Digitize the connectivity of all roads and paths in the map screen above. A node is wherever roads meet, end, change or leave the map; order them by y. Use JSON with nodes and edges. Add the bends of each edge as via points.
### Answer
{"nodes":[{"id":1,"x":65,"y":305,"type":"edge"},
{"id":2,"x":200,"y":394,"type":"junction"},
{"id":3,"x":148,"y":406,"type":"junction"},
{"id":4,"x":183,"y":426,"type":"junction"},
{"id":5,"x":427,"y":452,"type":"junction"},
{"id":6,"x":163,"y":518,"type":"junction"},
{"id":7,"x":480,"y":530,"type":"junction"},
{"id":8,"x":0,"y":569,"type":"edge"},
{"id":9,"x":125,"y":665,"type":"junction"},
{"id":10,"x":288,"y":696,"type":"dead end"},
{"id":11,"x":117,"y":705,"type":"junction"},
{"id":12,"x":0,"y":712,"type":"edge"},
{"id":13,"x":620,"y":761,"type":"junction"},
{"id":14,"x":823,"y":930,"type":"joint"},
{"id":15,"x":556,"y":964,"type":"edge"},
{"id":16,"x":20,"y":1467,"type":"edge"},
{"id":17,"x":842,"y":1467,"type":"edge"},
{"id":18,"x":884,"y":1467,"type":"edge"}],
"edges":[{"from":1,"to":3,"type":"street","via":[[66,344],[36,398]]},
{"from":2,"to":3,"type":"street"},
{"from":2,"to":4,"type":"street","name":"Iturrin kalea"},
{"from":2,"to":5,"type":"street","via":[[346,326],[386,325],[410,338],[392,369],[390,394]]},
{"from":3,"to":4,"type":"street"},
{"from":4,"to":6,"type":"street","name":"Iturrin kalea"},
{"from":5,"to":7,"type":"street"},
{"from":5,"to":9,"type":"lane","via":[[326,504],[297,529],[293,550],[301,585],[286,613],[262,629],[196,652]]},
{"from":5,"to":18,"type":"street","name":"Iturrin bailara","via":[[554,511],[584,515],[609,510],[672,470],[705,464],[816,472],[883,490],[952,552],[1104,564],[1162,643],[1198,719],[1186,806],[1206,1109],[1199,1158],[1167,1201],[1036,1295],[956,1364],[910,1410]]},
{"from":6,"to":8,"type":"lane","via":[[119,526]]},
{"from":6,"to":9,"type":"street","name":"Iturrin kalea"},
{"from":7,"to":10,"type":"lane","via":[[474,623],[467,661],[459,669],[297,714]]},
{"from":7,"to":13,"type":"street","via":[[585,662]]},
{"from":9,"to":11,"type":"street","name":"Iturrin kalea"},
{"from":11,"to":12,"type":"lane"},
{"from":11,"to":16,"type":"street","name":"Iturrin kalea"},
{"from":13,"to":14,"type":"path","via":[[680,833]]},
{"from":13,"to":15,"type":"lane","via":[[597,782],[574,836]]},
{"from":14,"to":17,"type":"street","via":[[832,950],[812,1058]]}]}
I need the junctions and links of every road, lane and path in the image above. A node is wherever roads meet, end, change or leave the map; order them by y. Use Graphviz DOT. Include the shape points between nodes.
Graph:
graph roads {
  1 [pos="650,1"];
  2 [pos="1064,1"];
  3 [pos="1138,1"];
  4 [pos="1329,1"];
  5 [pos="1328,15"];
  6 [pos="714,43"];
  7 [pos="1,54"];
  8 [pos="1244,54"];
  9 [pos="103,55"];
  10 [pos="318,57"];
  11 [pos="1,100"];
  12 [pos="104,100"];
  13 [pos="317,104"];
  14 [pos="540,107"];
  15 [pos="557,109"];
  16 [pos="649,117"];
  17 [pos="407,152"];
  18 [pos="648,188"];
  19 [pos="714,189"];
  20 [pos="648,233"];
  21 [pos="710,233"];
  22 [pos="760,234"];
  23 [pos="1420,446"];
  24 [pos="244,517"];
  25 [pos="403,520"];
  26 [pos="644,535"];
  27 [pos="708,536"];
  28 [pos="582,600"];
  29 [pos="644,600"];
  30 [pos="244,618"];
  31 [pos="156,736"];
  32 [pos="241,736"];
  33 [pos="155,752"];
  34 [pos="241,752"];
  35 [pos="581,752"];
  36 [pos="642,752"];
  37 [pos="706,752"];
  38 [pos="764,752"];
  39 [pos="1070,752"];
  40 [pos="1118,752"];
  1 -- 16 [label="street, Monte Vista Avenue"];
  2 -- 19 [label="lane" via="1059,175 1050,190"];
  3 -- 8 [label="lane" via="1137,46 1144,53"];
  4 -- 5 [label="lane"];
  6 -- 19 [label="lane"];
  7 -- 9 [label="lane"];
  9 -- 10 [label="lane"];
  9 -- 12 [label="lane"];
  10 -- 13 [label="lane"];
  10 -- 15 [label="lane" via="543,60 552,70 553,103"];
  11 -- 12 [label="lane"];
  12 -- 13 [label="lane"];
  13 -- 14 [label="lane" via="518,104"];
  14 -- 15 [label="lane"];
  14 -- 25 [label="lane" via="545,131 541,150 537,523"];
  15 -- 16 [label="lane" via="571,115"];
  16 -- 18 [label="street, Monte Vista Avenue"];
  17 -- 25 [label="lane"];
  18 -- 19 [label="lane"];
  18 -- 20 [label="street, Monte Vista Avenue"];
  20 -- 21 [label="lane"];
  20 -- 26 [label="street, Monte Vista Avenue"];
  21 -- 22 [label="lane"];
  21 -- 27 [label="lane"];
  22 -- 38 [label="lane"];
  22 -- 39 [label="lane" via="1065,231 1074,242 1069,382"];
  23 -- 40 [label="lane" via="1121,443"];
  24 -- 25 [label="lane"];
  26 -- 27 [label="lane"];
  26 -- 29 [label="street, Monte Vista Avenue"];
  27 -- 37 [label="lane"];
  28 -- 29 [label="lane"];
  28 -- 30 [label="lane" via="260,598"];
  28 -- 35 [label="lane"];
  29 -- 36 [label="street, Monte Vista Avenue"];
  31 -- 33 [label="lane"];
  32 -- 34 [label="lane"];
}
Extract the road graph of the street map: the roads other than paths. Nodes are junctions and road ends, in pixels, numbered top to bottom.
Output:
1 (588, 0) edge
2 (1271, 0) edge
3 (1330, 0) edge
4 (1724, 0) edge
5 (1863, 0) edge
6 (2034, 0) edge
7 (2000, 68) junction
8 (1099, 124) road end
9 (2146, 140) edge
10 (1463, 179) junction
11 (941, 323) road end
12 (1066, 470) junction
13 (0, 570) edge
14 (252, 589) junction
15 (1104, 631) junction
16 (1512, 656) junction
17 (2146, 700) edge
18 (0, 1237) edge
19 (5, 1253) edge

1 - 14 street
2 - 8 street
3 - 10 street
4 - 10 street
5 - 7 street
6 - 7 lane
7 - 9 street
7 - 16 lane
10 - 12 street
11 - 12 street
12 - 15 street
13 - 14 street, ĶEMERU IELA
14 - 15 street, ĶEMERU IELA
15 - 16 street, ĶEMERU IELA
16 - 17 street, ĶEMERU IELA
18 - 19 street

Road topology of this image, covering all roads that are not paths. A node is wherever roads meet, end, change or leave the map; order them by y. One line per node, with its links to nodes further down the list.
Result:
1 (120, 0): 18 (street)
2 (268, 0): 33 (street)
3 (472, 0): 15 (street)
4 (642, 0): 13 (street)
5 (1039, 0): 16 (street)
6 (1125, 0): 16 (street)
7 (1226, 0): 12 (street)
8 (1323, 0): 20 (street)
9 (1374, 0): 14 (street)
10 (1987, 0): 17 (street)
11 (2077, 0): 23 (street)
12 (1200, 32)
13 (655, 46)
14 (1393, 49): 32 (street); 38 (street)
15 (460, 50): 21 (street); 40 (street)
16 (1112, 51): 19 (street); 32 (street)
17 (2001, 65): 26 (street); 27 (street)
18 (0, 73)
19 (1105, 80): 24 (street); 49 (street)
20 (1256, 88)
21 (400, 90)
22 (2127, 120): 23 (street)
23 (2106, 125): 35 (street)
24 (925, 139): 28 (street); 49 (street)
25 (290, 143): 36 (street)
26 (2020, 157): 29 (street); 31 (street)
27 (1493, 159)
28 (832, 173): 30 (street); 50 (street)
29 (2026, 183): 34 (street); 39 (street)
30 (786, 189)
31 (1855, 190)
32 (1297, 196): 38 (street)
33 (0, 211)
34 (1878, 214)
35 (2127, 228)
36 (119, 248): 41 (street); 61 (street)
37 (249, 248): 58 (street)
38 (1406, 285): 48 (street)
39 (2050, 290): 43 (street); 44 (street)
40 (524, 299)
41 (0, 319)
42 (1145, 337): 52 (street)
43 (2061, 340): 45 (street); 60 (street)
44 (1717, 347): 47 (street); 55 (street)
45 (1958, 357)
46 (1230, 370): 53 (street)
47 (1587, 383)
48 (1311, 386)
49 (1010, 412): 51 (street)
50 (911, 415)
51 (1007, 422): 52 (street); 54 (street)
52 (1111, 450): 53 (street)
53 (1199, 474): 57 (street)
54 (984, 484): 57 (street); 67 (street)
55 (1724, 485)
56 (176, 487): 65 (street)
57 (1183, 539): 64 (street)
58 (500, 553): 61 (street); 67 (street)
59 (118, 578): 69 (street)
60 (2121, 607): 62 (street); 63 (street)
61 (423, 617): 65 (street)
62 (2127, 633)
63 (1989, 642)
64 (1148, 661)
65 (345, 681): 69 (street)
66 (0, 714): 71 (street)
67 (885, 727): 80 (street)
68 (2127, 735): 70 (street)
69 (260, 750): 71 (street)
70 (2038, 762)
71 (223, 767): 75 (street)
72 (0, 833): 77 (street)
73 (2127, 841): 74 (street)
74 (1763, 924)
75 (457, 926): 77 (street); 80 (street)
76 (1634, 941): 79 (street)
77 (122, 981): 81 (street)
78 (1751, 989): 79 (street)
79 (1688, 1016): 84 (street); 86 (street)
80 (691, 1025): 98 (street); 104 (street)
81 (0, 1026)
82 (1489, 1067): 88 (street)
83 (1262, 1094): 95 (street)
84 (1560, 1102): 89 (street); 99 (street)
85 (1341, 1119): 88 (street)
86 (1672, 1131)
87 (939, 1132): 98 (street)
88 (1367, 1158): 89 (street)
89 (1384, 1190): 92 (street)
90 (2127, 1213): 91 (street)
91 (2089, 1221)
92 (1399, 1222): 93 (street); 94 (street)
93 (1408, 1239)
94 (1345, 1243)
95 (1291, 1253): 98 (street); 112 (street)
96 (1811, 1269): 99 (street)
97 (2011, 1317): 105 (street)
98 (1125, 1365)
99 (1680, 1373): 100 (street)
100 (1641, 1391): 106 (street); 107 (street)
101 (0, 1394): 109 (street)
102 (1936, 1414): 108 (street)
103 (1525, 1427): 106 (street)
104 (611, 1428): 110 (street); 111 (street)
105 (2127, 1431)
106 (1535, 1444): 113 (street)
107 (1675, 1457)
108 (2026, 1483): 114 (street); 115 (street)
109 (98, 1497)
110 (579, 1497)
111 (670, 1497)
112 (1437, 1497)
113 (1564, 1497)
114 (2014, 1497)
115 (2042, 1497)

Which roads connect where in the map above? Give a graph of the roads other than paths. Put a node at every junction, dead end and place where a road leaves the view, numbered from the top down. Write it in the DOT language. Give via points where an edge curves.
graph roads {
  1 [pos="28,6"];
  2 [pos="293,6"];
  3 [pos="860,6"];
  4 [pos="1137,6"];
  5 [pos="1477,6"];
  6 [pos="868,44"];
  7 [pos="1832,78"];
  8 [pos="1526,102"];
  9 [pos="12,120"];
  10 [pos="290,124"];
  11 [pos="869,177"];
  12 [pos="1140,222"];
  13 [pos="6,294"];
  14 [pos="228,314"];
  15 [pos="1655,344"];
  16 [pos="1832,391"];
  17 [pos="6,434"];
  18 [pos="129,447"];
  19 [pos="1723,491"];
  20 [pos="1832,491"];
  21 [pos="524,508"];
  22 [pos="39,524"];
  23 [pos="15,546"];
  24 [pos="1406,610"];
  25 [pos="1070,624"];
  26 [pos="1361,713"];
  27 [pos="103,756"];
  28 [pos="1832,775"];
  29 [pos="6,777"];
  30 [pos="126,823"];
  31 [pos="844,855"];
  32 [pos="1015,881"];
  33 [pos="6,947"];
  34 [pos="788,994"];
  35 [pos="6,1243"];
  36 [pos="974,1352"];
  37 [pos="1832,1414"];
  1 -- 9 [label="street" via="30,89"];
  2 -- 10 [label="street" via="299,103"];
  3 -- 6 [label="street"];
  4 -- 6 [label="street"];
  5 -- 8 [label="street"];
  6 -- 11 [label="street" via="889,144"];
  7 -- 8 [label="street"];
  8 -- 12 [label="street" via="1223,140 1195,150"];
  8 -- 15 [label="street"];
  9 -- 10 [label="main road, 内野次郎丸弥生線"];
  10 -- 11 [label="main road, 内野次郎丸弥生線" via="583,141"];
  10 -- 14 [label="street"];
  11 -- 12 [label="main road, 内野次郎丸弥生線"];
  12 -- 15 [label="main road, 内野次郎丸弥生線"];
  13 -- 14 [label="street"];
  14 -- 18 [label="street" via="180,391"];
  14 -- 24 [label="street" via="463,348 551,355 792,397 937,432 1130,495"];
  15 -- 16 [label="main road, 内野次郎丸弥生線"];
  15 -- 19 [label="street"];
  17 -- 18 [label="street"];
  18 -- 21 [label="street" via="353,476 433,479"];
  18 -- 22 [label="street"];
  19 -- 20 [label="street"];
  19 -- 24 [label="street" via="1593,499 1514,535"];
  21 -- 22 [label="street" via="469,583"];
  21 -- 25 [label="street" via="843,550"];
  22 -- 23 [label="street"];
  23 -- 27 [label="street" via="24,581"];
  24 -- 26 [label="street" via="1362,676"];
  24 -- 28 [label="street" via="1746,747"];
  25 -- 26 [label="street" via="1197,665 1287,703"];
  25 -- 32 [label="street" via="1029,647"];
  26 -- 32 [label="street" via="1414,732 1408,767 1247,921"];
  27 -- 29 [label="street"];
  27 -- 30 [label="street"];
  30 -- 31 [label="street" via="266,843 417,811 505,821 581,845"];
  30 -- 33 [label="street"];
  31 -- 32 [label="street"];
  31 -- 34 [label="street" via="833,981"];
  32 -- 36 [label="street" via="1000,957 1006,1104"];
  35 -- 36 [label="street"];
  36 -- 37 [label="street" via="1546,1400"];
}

━━━━━━

Filter by the word "Avenue": copy every line of the data that holds it.

  1 -- 16 [label="street, Monte Vista Avenue"];
  16 -- 18 [label="street, Monte Vista Avenue"];
  18 -- 20 [label="street, Monte Vista Avenue"];
  20 -- 26 [label="street, Monte Vista Avenue"];
  26 -- 29 [label="street, Monte Vista Avenue"];
  29 -- 36 [label="street, Monte Vista Avenue"];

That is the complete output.